(Stored data entries)
════

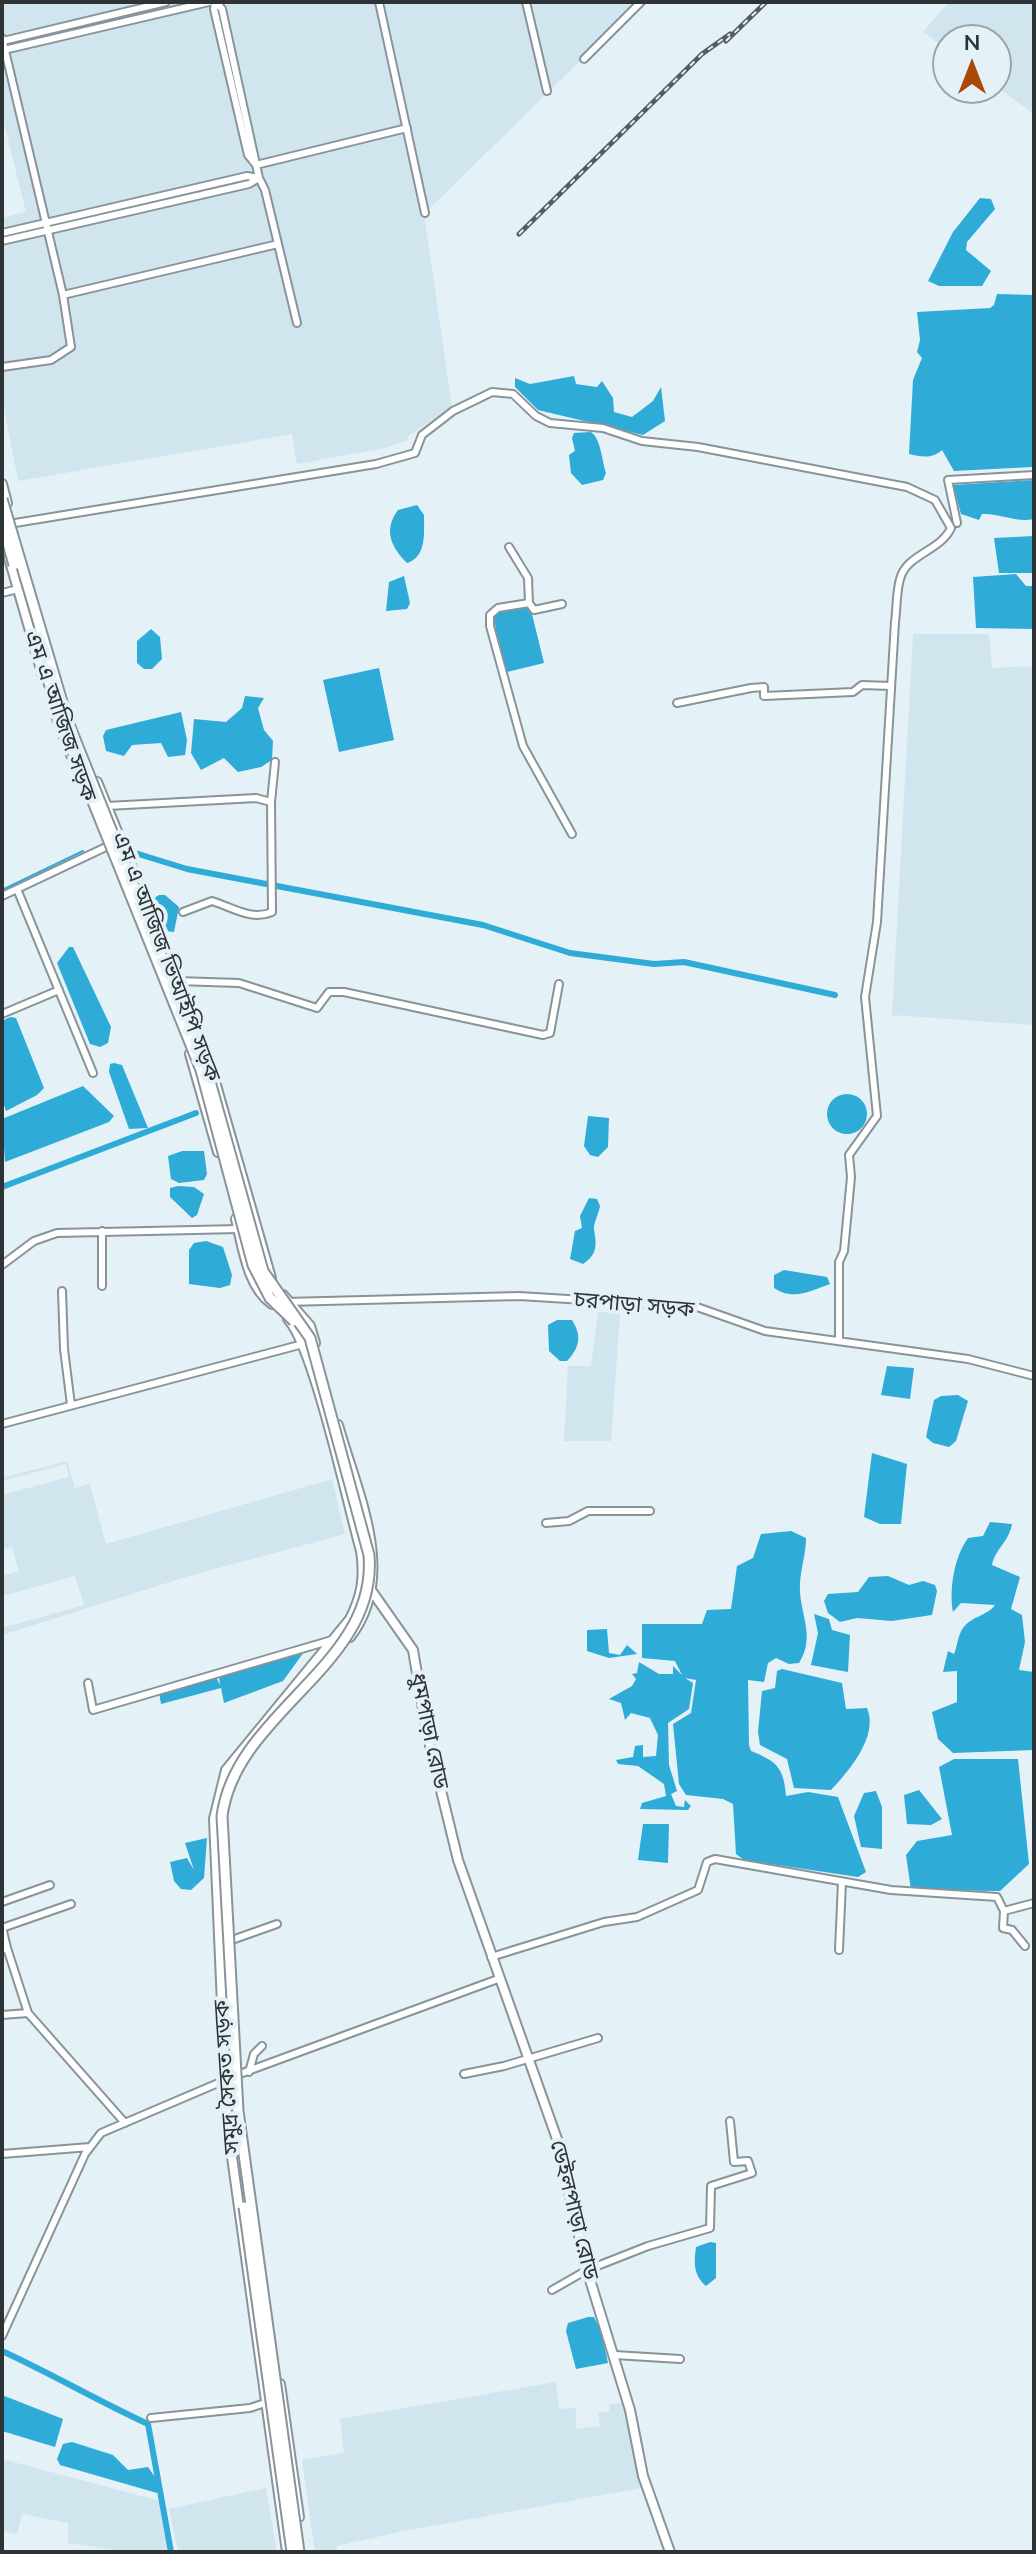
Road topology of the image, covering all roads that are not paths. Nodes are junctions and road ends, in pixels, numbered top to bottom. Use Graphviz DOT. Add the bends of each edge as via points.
graph roads {
  1 [pos="166,2"];
  2 [pos="213,2"];
  3 [pos="379,2"];
  4 [pos="526,2"];
  5 [pos="641,2"];
  6 [pos="168,10"];
  7 [pos="119,17"];
  8 [pos="2,40"];
  9 [pos="4,50"];
  10 [pos="584,59"];
  11 [pos="547,91"];
  12 [pos="407,128"];
  13 [pos="256,165"];
  14 [pos="259,178"];
  15 [pos="425,213"];
  16 [pos="47,226"];
  17 [pos="2,233"];
  18 [pos="2,241"];
  19 [pos="278,244"];
  20 [pos="63,295"];
  21 [pos="297,323"];
  22 [pos="2,367"];
  23 [pos="1034,475"];
  24 [pos="2,484"];
  25 [pos="2,499"];
  26 [pos="957,523"];
  27 [pos="6,524"];
  28 [pos="2,534"];
  29 [pos="509,547"];
  30 [pos="18,589"];
  31 [pos="2,593"];
  32 [pos="529,603"];
  33 [pos="562,604"];
  34 [pos="891,686"];
  35 [pos="677,703"];
  36 [pos="275,762"];
  37 [pos="271,802"];
  38 [pos="107,806"];
  39 [pos="572,834"];
  40 [pos="108,846"];
  41 [pos="17,889"];
  42 [pos="2,896"];
  43 [pos="183,912"];
  44 [pos="177,981"];
  45 [pos="559,984"];
  46 [pos="59,990"];
  47 [pos="2,1014"];
  48 [pos="93,1073"];
  49 [pos="239,1229"];
  50 [pos="102,1231"];
  51 [pos="2,1265"];
  52 [pos="102,1286"];
  53 [pos="62,1291"];
  54 [pos="289,1301"];
  55 [pos="271,1304"];
  56 [pos="839,1339"];
  57 [pos="303,1344"];
  58 [pos="1034,1376"];
  59 [pos="71,1405"];
  60 [pos="2,1424"];
  61 [pos="650,1511"];
  62 [pos="546,1523"];
  63 [pos="367,1589"];
  64 [pos="335,1640"];
  65 [pos="341,1649"];
  66 [pos="88,1683"];
  67 [pos="842,1882"];
  68 [pos="50,1885"];
  69 [pos="2,1902"];
  70 [pos="1034,1903"];
  71 [pos="71,1904"];
  72 [pos="1004,1911"];
  73 [pos="277,1924"];
  74 [pos="2,1928"];
  75 [pos="229,1941"];
  76 [pos="1025,1946"];
  77 [pos="5,1949"];
  78 [pos="839,1950"];
  79 [pos="491,1957"];
  80 [pos="498,1979"];
  81 [pos="28,2013"];
  82 [pos="2,2015"];
  83 [pos="598,2038"];
  84 [pos="262,2046"];
  85 [pos="529,2059"];
  86 [pos="249,2072"];
  87 [pos="464,2074"];
  88 [pos="237,2075"];
  89 [pos="225,2081"];
  90 [pos="730,2121"];
  91 [pos="125,2123"];
  92 [pos="90,2147"];
  93 [pos="2,2154"];
  94 [pos="587,2270"];
  95 [pos="552,2290"];
  96 [pos="2,2336"];
  97 [pos="615,2355"];
  98 [pos="680,2359"];
  99 [pos="265,2403"];
  100 [pos="151,2418"];
  101 [pos="289,2552"];
  102 [pos="301,2552"];
  103 [pos="670,2552"];
  1 -- 6 [label="street"];
  1 -- 7 [label="street"];
  2 -- 6 [label="street"];
  2 -- 13 [label="street" via="222,9"];
  3 -- 12 [label="street"];
  4 -- 11 [label="street"];
  5 -- 10 [label="street"];
  6 -- 7 [label="street"];
  7 -- 8 [label="street"];
  7 -- 9 [label="street"];
  8 -- 9 [label="street"];
  9 -- 16 [label="street"];
  12 -- 13 [label="street"];
  12 -- 15 [label="street"];
  13 -- 14 [label="street"];
  14 -- 16 [label="street" via="247,176"];
  14 -- 19 [label="street"];
  16 -- 17 [label="street"];
  16 -- 18 [label="street"];
  16 -- 20 [label="street"];
  19 -- 20 [label="street"];
  19 -- 21 [label="street"];
  20 -- 22 [label="street" via="71,347 51,360"];
  23 -- 26 [label="street" via="948,480"];
  24 -- 27 [label="main road, এম এ আজিজ ভিআইপি সড়ক"];
  25 -- 102 [label="highway, bridge" via="68,722 206,1067 263,1271 310,1338 369,1555 371,1583 359,1619 235,1771 222,1816 236,2098"];
  27 -- 34 [label="street" via="376,464 415,453 422,435 486,394 513,394 550,423 603,428 642,441 907,487 935,500 951,528 945,542 901,575"];
  27 -- 38 [label="main road, এম এ আজিজ ভিআইপি সড়ক"];
  27 -- 63 [label="highway, bridge" via="62,724 201,1070 253,1265 270,1298 304,1338 365,1553"];
  28 -- 30 [label="main road, এম এ আজিজ সড়ক"];
  29 -- 32 [label="street" via="528,578"];
  30 -- 31 [label="street"];
  30 -- 40 [label="main road, এম এ আজিজ সড়ক" via="59,725"];
  32 -- 33 [label="street" via="534,610"];
  32 -- 39 [label="street" via="498,608 490,615 490,626 523,746"];
  34 -- 35 [label="street" via="862,685 853,692 792,697 764,696 764,687 751,688"];
  34 -- 56 [label="street" via="877,922 865,997 877,1116 849,1155 851,1177 839,1262"];
  36 -- 37 [label="street"];
  37 -- 38 [label="street" via="256,798"];
  37 -- 43 [label="street" via="272,912 241,913 212,901"];
  38 -- 44 [label="main road, এম এ আজিজ ভিআইপি সড়ক"];
  40 -- 41 [label="street"];
  40 -- 49 [label="main road, এম এ আজিজ সড়ক" via="196,1070"];
  41 -- 42 [label="street"];
  41 -- 46 [label="street"];
  44 -- 45 [label="street" via="239,983 317,1008 329,992 344,992 543,1035 550,1033"];
  44 -- 54 [label="main road, এম এ আজিজ ভিআইপি সড়ক" via="206,1050 267,1269"];
  46 -- 47 [label="street"];
  46 -- 48 [label="street"];
  49 -- 50 [label="street"];
  49 -- 55 [label="main road, এম এ আজিজ সড়ক" via="249,1271"];
  50 -- 51 [label="street" via="44,1236"];
  50 -- 52 [label="street"];
  53 -- 59 [label="street"];
  54 -- 55 [label="street, চরপাড়া সড়ক"];
  54 -- 56 [label="street, চরপাড়া সড়ক" via="519,1296 697,1307 765,1331"];
  54 -- 63 [label="main road, এম এ আজিজ ভিআইপি সড়ক" via="310,1326 369,1534"];
  55 -- 57 [label="main road, এম এ আজিজ ভিআইপি সড়ক" via="295,1327"];
  56 -- 58 [label="street, চরপাড়া সড়ক" via="968,1359"];
  57 -- 59 [label="street"];
  57 -- 63 [label="main road, এম এ আজিজ ভিআইপি সড়ক"];
  59 -- 60 [label="street"];
  61 -- 62 [label="street" via="588,1511 569,1521"];
  63 -- 64 [label="main road, এম এ আজিজ ভিআইপি সড়ক"];
  63 -- 65 [label="main road, এম এ আজিজ ভিআইপি সড়ক" via="361,1621"];
  63 -- 79 [label="main road, ধুমপাড়া রোড" via="413,1650 427,1733"];
  63 -- 101 [label="highway, bridge" via="348,1628 230,1769 217,1816 233,2122"];
  64 -- 66 [label="street" via="93,1710"];
  64 -- 89 [label="main road, সমুদ্র সৈকত সড়ক" via="247,1741 226,1770 217,1800"];
  65 -- 75 [label="main road, সমুদ্র সৈকত সড়ক" via="251,1753 230,1789 224,1837"];
  67 -- 72 [label="street" via="995,1896"];
  67 -- 78 [label="street"];
  67 -- 79 [label="street" via="710,1860 698,1890 654,1911"];
  68 -- 69 [label="street"];
  70 -- 72 [label="street"];
  71 -- 74 [label="street"];
  72 -- 76 [label="street" via="1003,1928 1012,1930"];
  73 -- 75 [label="street"];
  74 -- 77 [label="street"];
  75 -- 88 [label="main road, সমুদ্র সৈকত সড়ক"];
  77 -- 81 [label="street"];
  79 -- 80 [label="main road, ডেইলপাড়া রোড"];
  80 -- 85 [label="main road, ডেইলপাড়া রোড"];
  80 -- 86 [label="street"];
  81 -- 82 [label="street"];
  81 -- 91 [label="street"];
  83 -- 85 [label="street"];
  84 -- 86 [label="street"];
  85 -- 87 [label="street"];
  85 -- 94 [label="main road, ডেইলপাড়া রোড" via="557,2139"];
  86 -- 88 [label="street"];
  88 -- 89 [label="street"];
  88 -- 102 [label="main road, সমুদ্র সৈকত সড়ক"];
  89 -- 91 [label="street"];
  89 -- 99 [label="main road, সমুদ্র সৈকত সড়ক"];
  90 -- 94 [label="street" via="734,2162 748,2161 752,2173 711,2186 710,2228"];
  91 -- 92 [label="street" via="101,2133"];
  92 -- 93 [label="street"];
  92 -- 96 [label="street"];
  94 -- 95 [label="street"];
  94 -- 97 [label="main road, ডেইলপাড়া রোড"];
  97 -- 98 [label="street"];
  97 -- 103 [label="main road, ডেইলপাড়া রোড" via="643,2476"];
  99 -- 100 [label="street"];
  99 -- 101 [label="main road, সমুদ্র সৈকত সড়ক"];
}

════

_The task_
Working from the entries above, filter out every line that lacks "bridge" and copy what remains.

_Solution_
  25 -- 102 [label="highway, bridge" via="68,722 206,1067 263,1271 310,1338 369,1555 371,1583 359,1619 235,1771 222,1816 236,2098"];
  27 -- 63 [label="highway, bridge" via="62,724 201,1070 253,1265 270,1298 304,1338 365,1553"];
  63 -- 101 [label="highway, bridge" via="348,1628 230,1769 217,1816 233,2122"];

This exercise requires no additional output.